Отец – «мечтатель, книжник, мистик»:
иллюминат, старый геттингенский студент, автор рукописного сочинения о «Проступлениях или прообразованиях духа в мире», сочинения, в котором шеллингианизм, сведенборгианизм и республиканизм смешались самым оригинальным образом (3, 48).
Из этого беглого синопсиса ясно: Берсенев-старший верил, что дух в мире расширяет свое присутствие, проступая в некоторых современных событиях; тем самым они его «прообразуют», – вроде того, как, согласно богословским догмам, многие ветхозаветные персонажи прообразуют Христа. Можно предположить, что эти события – революции. Перед смертью он освободил своих крестьян (в 1853 году, за восемь лет до реформы): у него слово с делом не расходилось. В таком возвышенно-либеральном настрое и был воспитан Берсенев-младший. Отец же привил сыну поклонение «науке», передав ему «светоч» и завещав никогда не выпускать его из рук.
Но автор легкими ироническими касаниями дает понять, что Берсенев-старший вряд ли далеко продвинулся в своих теософско-республиканских умствованиях. Ключевая фраза здесь «трудился необыкновенно добросовестно и совершенно неуспешно» (хотя это сказано о его педагогических потугах). Не верится и в одаренность Берсенева-младшего. Тургенев в эпилоге трунит насчет его научных успехов:
Ученая публика обратила внимание на его две статьи: «О некоторых особенностях древнегерманского права в деле судебных наказаний» и «О значении городского начала в вопросе цивилизации», жаль только, что обе статьи написаны языком несколько тяжелым и испещрены иностранными словами (3, 163).

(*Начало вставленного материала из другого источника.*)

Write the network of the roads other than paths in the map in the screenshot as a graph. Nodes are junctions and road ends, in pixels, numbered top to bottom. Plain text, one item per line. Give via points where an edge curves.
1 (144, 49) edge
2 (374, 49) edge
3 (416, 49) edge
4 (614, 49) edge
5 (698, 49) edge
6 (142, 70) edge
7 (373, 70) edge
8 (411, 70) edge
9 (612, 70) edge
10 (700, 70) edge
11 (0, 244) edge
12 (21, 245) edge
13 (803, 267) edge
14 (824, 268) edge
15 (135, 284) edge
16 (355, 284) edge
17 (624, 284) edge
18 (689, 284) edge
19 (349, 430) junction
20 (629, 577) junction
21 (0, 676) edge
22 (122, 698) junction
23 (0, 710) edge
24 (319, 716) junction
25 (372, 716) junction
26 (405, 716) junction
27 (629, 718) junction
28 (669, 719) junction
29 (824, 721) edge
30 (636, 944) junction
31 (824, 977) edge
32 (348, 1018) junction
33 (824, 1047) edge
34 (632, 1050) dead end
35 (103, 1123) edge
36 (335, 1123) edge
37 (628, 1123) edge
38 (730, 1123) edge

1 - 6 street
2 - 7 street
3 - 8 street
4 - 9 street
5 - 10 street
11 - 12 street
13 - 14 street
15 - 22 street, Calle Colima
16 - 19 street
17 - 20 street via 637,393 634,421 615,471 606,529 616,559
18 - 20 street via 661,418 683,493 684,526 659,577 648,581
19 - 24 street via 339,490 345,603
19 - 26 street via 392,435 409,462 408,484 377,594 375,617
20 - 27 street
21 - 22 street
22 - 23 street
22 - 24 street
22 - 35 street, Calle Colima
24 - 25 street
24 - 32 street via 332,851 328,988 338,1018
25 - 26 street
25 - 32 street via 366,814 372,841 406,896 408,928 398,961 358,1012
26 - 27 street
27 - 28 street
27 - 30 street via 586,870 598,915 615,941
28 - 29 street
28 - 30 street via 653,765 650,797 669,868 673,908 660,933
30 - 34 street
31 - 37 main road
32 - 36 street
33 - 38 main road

Оказывается, косноязычность Берсенева является наследственной: Берсенев-отец «говорил с запинкой, глухим голосом, выражался темно и кудряво, все больше сравнениями». Мы узнаем в сыне и фигуру отца: «угрюмый, никогда не улыбавшийся господин, с журавлиной походкой и длинным носом»; «Даже школьникам становилось неловко при виде смуглого и рябого лица старика, его тощей фигуры, постоянно облеченной в какой-то вострополый серый фрак» (3, 48). Вот откуда берсеневская нескладность, неловкость, неуклюжая походка, склонность «тянуть шею».
Старик был зажат в проявлении своих чувств: «дичился даже сына, которого любил страстно». Он, как провербиальная «еврейская мама», не выпускал взрослого сына на свободу: «Когда молодой Берсенев поступил в университет, он ездил с ним на лекции». То есть старик владел своим сыном безраздельно. Вопрос, как подействовал отец на формирование характера сына. Несомненно, неспособность того желать личного счастья, потребность в самоотрицании во имя надындивидуальных ценностей имеет прямое отношение к отцовскому давлению – при всех благих намерениях оно, конечно, было авторитарным. Не отсюда ли отсутствие оригинальности, оглядка на авторитет? Цитируя названия статей Берсенева-младшего, автор педалирует в первом случае комическую узость темы, а во втором – зависимость от Грановского: именно Грановский изучал роль средневековых городов как очагов самоуправления и демократии. Поистине, и в науке Берсенев – «номер второй».
Шубин дразнит приятеля, причем довольно жестоко: «– Ты добросовестно-умеренный энтузиаст, истый представитель тех жрецов науки, которыми, – нет, не которыми, – коими столь справедливо гордится класс среднего русского дворянства!» (3, 28). «Среднего» рифмуется с «умеренный» и звучит обидно и точно, а также напоминает о роли «посредника», уготованной молодому ученому: Шубин называет его «будущий посредник между наукой и российскою публикой». Берсенев признает его правоту и сокрушается, что ему «на роду написано быть посредником» – и в науке, и в любви. Не сказано, но присутствует у порога сознания и слово «посредственность».
Мать Берсенева рано умерла, и нежной любви к себе он не испытал даже ребенком. Тут опять контраст между ним и Шубиным – отец того умер, но он получил максимум любви от матери:
Мать его, парижанка родом, хорошей фамилии, добрая и умная женщина, выучила его по-французски, хлопотала и заботилась о нем денно и нощно, гордилась им и, умирая еще в молодых летах от чахотки, упросила Анну Васильевну взять его к себе на руки. Ему тогда уже пошел двадцать первый год (3, 21).